There were lots and lots of dogs.  Nearly all of them were restrained in some way, but it didn’t register until we encountered a little brown dog.

The model was Chocolate Lab, fitted with extra-short legs.   His winter coat was shiny and healthy.  He was gorgeous, the color of the dark bits on a mushroom cap.  Low slung he was, and supremely confident.

The dog looked straight ahead; his face was set and purposeful.  Not exactly serious, but focused.   He walked at a brisk, even pace; a dog on a mission.  He acknowledged each new dog briefly, with a sniff.

His human looked straight ahead; his face was set and purposeful.  Not exactly serious, but focused.  He walked at a brisk, even pace; a man on a mission.   He acknowledged us briefly, with a nod.

The man was 30-ish and tall, with a mustache, goatee and a head of hair that my 7-year-old would describe as “flowish”.

The little brown dog trotted about 15 feet behind and to the right of the the man.  I don’t think the man had a leash.
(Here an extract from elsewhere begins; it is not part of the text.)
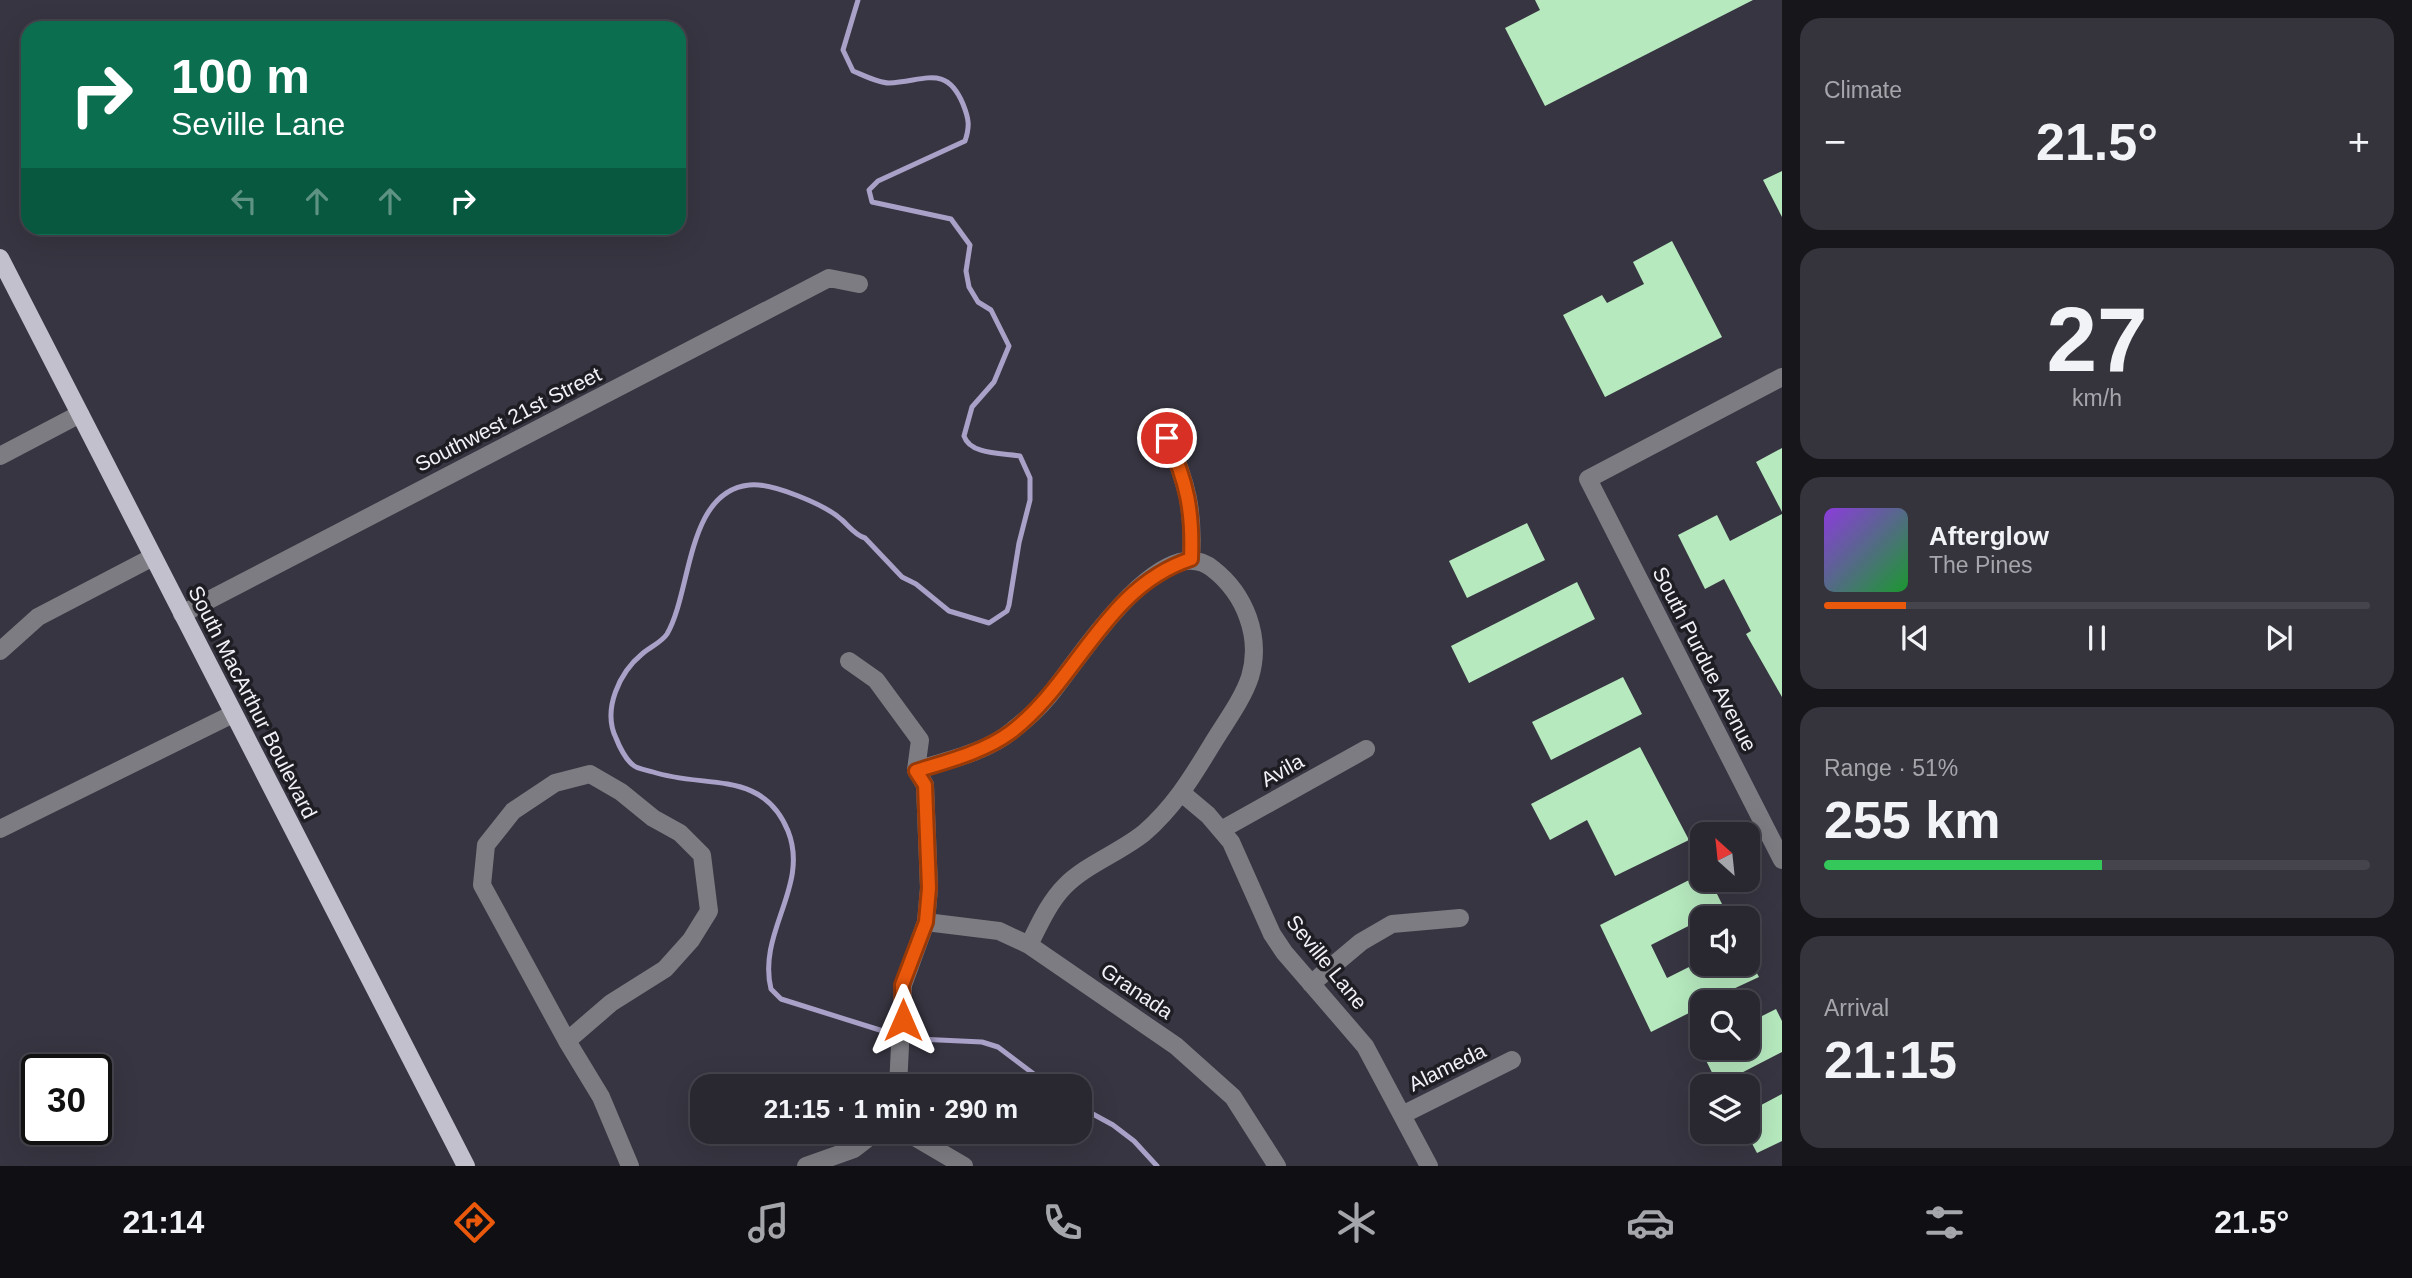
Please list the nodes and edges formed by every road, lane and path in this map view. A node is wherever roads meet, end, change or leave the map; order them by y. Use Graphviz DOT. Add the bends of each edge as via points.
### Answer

I did not see them acknowledge each other, but they were obviously together.    When they returned to their van the dog trotted straight to the van door, hopped in and immediately sat, without direction.

They were efficient.  I didn’t see them communicate, but they didn’t have to because they trusted each other completely.  It was beautiful.

The dog was confident, obedient and focused because the man was an effective pack leader.   A dog who’s sure of his leader can relax because he doesn’t have to make any decisions.  He travels behind the man, physically putting the leader in a position of authority.  He watches his person for cues, he feels protected because he has a first line of defense, and he doesn’t have to figure out where the pack is headed.

It was a pack of two, doing Dog the way Dog is meant to be done.